(Exercise): What lines of the data hold the string "junctions"? Copy them all.
BEGIN Records
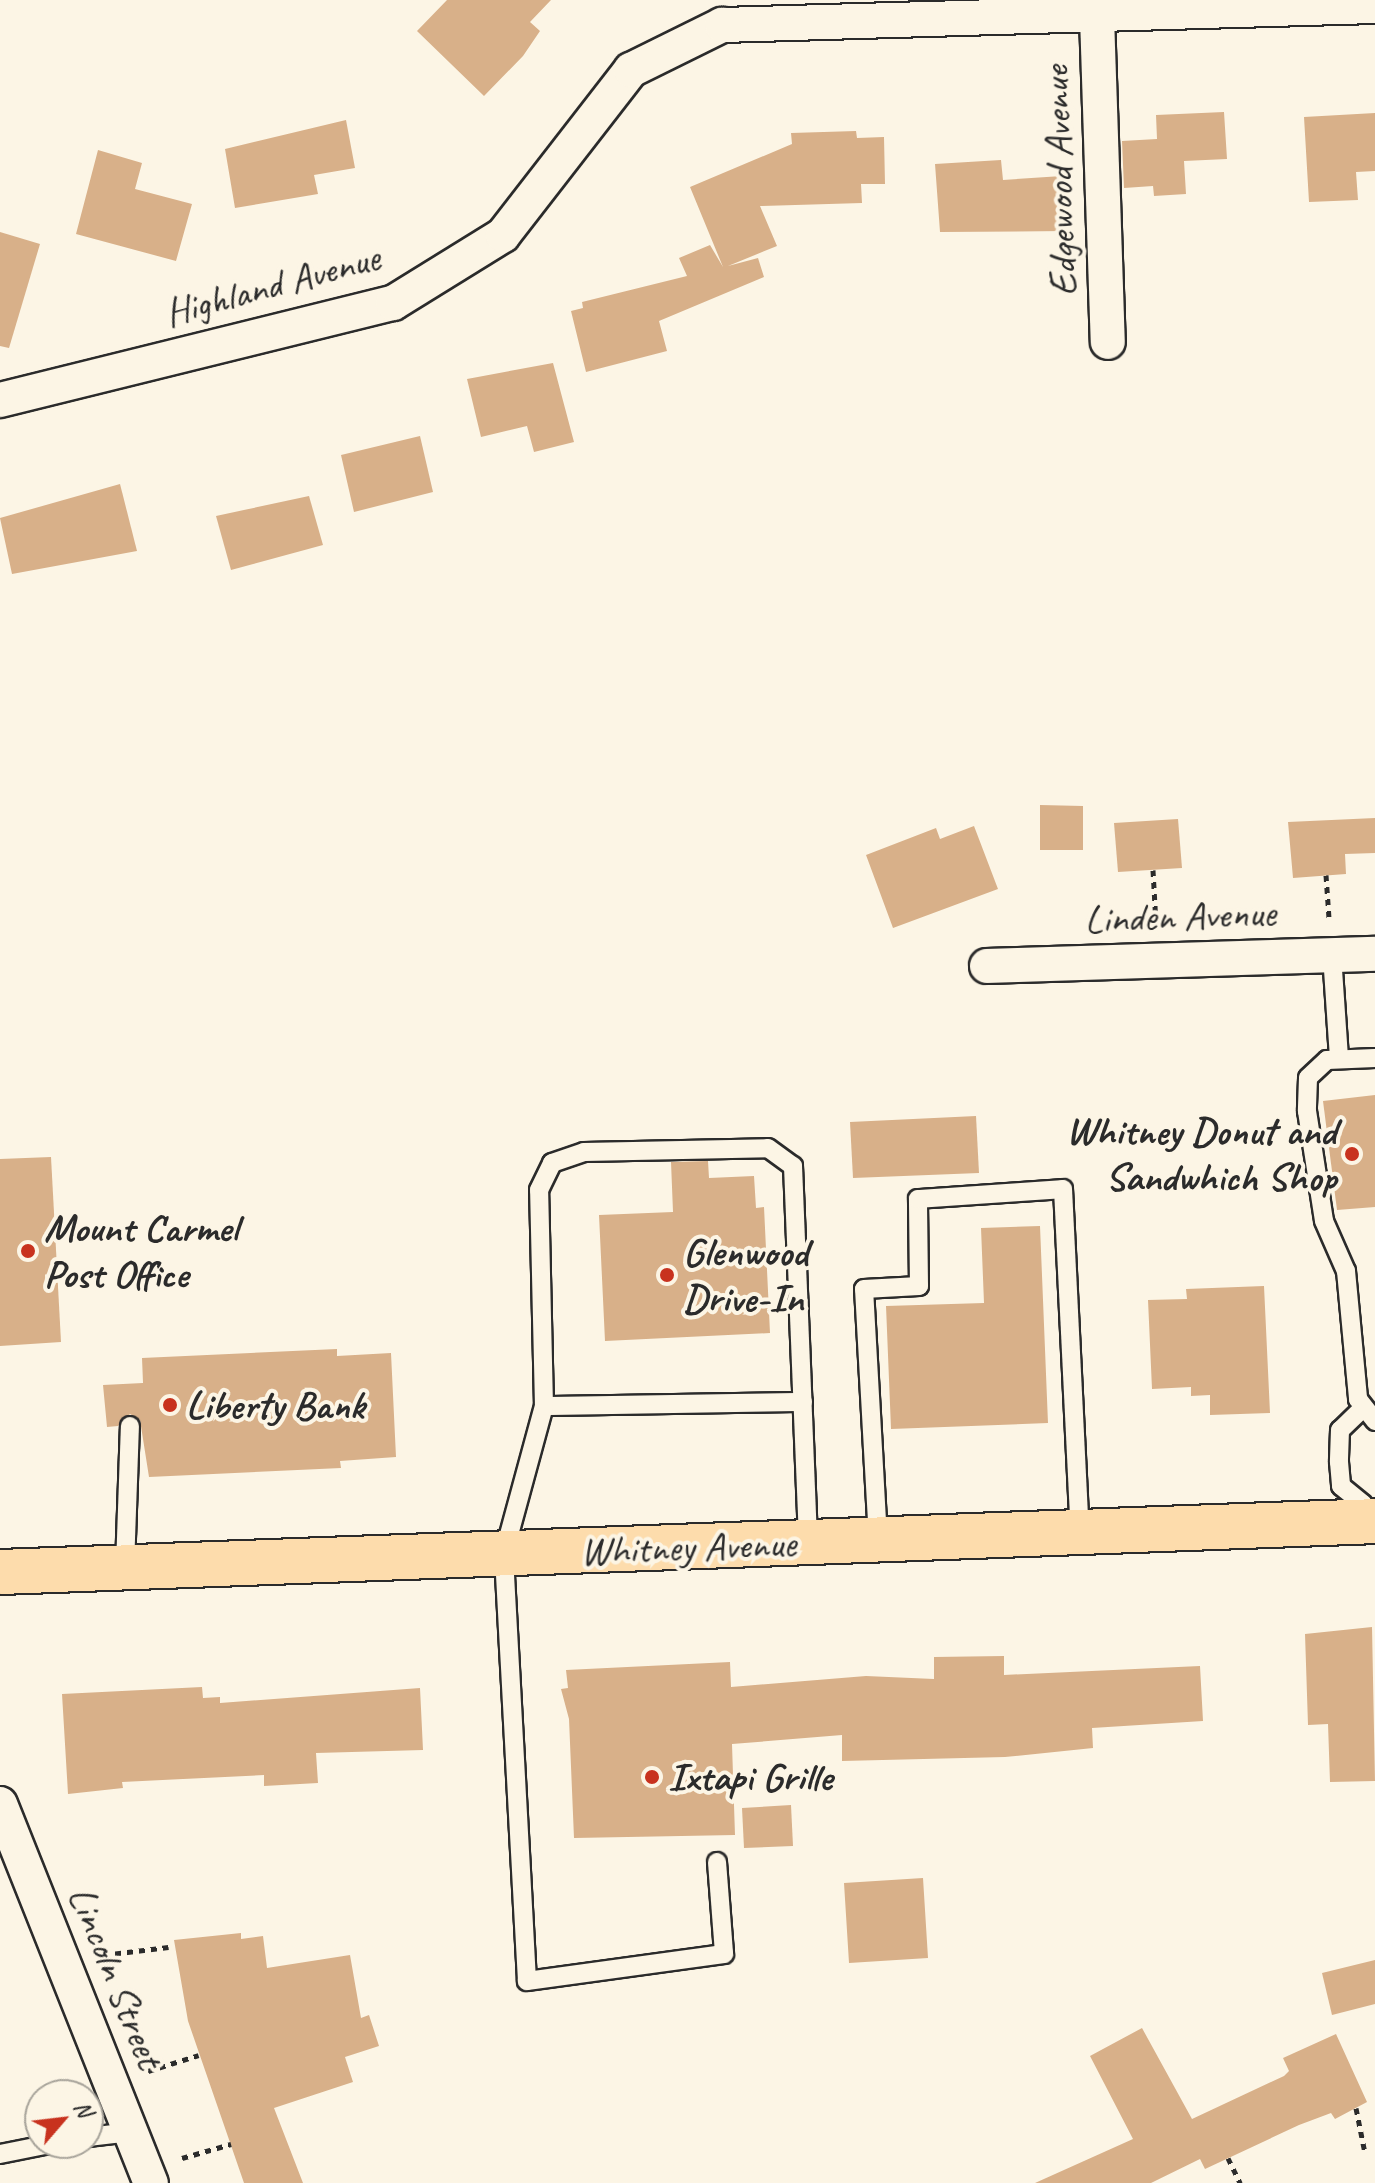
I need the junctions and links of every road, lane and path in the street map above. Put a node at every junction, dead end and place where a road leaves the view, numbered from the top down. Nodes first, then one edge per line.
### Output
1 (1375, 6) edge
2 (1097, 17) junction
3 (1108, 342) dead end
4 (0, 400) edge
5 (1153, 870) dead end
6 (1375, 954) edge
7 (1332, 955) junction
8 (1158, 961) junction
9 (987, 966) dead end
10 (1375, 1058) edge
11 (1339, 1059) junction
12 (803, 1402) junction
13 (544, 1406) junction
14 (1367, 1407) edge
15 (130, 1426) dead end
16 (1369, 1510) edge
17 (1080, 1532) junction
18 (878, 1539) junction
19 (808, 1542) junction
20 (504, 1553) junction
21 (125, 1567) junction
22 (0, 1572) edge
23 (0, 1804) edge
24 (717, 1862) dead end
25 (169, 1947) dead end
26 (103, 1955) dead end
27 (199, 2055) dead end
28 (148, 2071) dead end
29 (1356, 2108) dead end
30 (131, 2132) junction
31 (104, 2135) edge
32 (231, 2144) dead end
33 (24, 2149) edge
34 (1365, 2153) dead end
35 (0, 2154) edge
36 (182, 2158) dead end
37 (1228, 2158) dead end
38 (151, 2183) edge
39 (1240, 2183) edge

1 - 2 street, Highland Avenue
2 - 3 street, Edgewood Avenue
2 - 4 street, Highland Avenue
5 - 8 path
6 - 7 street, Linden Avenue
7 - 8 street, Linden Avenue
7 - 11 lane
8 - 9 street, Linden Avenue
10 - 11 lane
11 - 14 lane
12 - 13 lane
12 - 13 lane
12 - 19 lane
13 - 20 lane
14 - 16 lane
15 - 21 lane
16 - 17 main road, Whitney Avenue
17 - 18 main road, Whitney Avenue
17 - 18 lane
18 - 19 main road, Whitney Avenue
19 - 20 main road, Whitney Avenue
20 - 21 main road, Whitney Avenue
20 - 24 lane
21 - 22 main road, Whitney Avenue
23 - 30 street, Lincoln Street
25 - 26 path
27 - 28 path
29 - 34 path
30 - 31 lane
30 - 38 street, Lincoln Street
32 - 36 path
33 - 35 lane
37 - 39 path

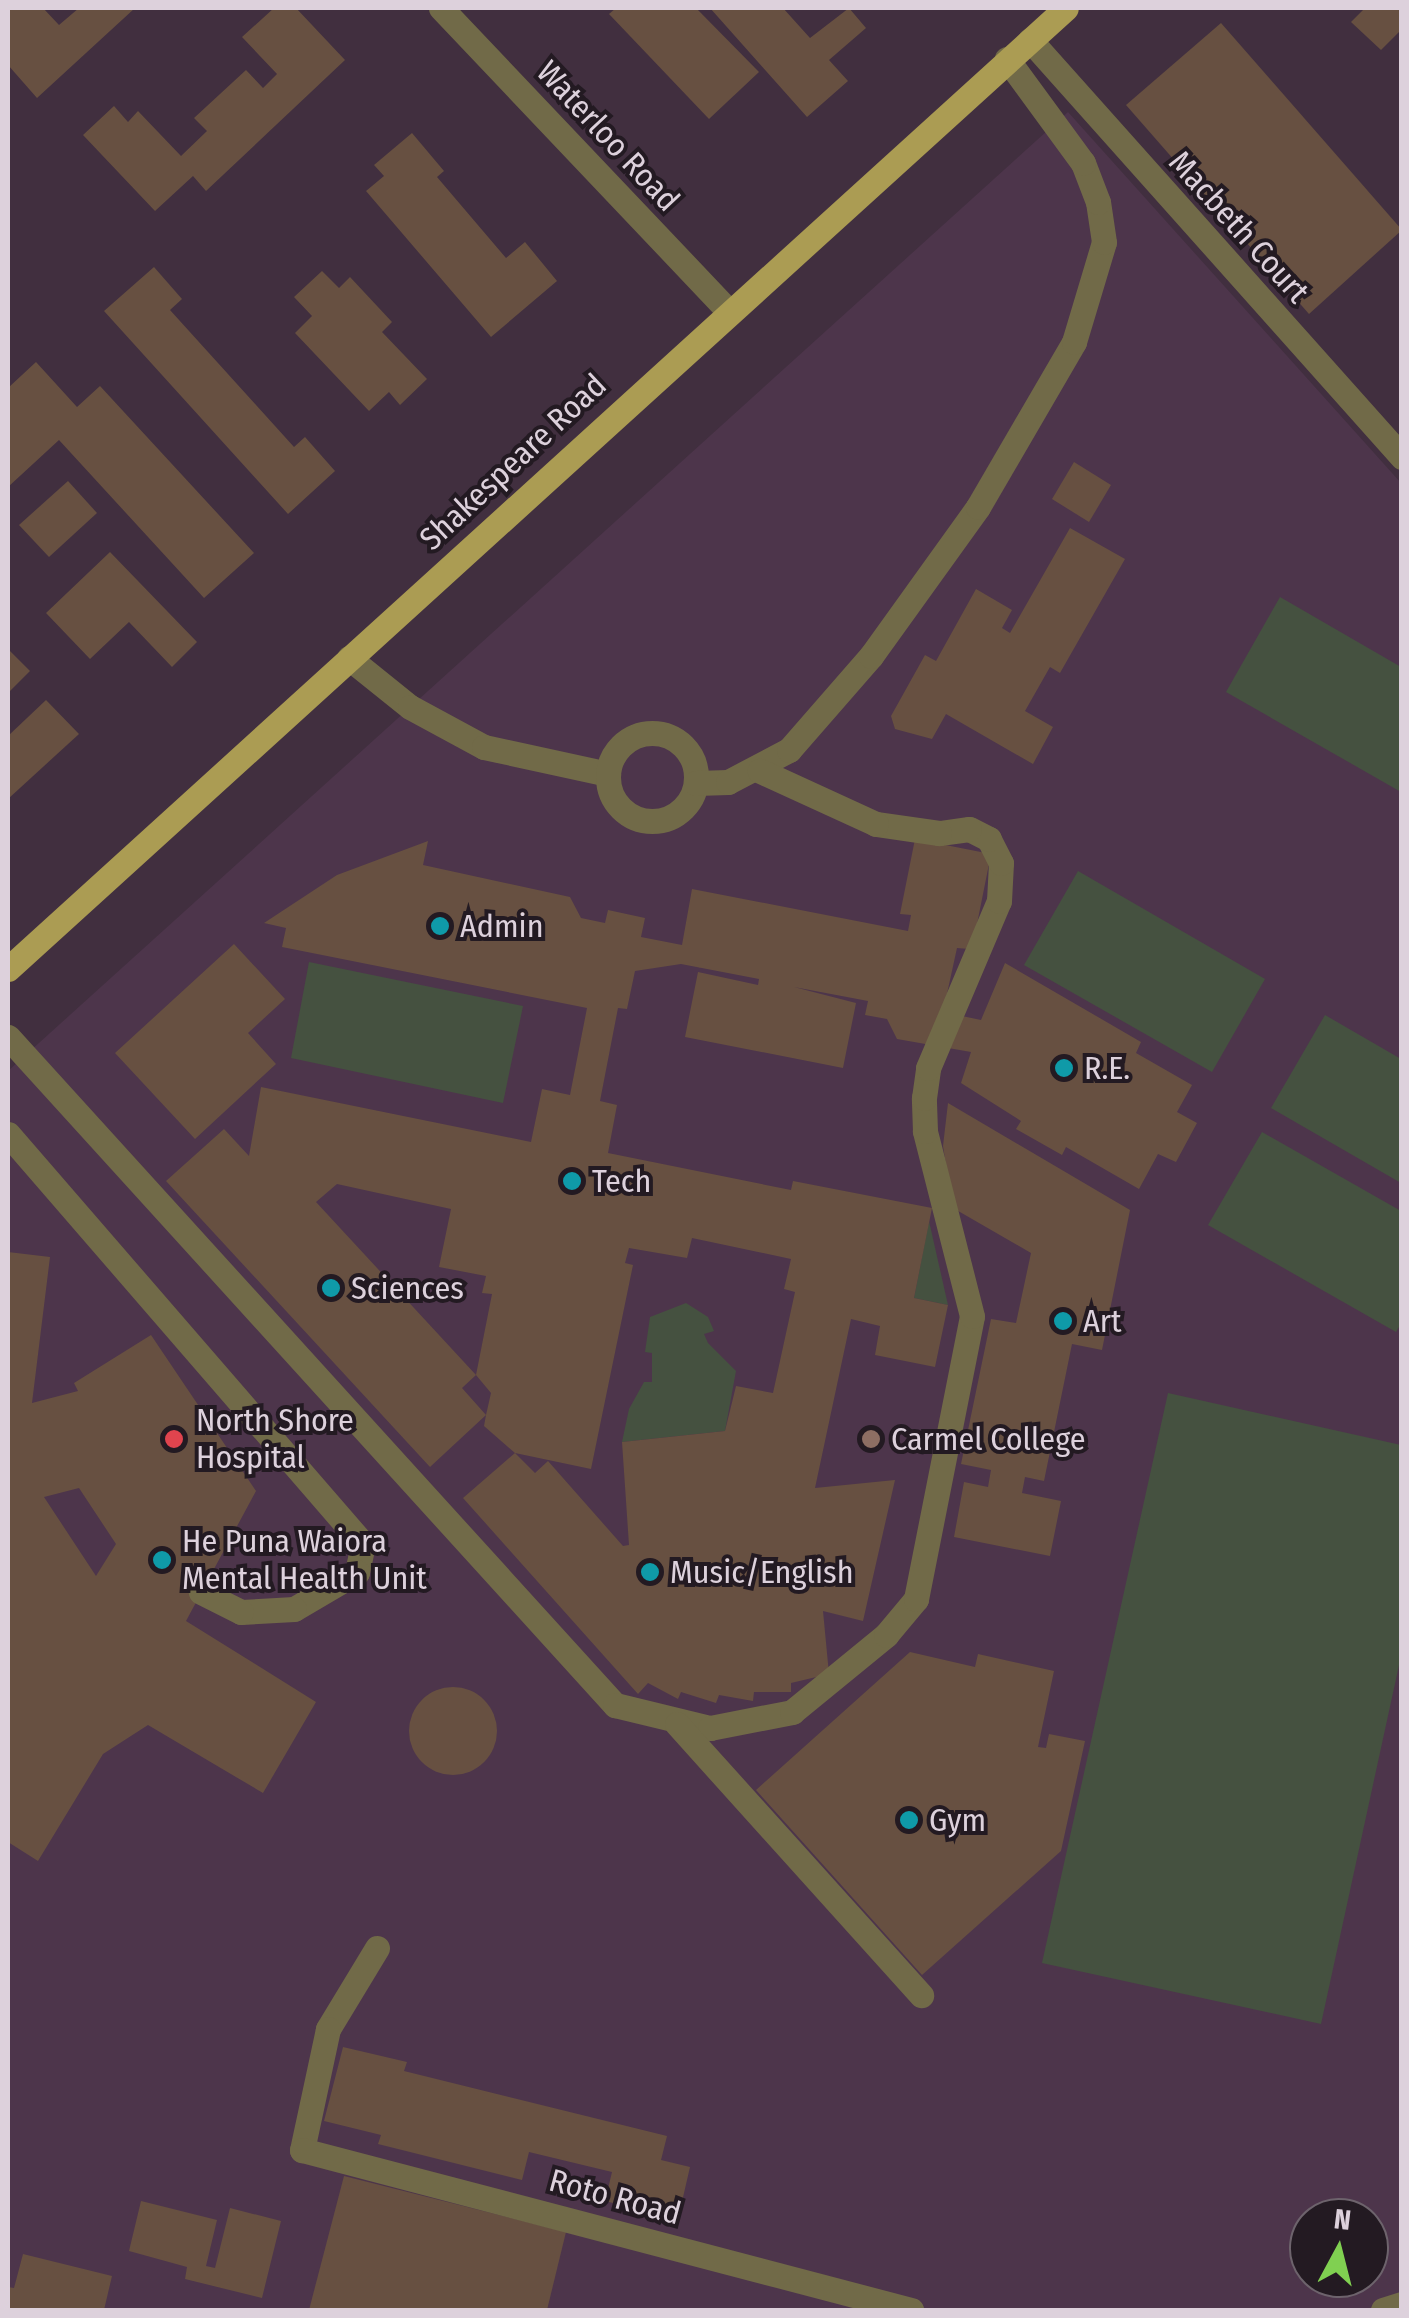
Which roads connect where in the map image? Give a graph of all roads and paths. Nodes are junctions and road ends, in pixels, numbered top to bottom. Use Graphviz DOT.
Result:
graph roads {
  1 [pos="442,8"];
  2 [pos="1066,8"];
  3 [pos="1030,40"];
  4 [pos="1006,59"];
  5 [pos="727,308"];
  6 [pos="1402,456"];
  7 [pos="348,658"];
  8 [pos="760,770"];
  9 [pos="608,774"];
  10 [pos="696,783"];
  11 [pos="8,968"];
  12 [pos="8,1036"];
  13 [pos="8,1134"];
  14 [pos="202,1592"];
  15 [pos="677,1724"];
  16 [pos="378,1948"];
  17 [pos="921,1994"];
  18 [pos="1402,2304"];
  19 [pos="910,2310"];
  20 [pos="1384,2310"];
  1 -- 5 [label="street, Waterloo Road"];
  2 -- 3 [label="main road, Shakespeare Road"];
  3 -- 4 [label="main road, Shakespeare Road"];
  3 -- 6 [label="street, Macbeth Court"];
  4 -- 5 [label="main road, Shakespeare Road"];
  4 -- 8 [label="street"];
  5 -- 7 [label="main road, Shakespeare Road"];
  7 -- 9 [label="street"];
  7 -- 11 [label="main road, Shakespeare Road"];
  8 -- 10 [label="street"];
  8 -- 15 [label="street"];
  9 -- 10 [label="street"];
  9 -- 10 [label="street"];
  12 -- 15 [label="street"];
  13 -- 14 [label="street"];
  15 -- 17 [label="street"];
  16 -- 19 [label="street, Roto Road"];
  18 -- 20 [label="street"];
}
END Records
(Finished exercise):
I need the junctions and links of every road, lane and path in the street map above. Put a node at every junction, dead end and place where a road leaves the view, numbered from the top down. Nodes first, then one edge per line.
Which roads connect where in the map image? Give a graph of all roads and paths. Nodes are junctions and road ends, in pixels, numbered top to bottom. Use Graphviz DOT.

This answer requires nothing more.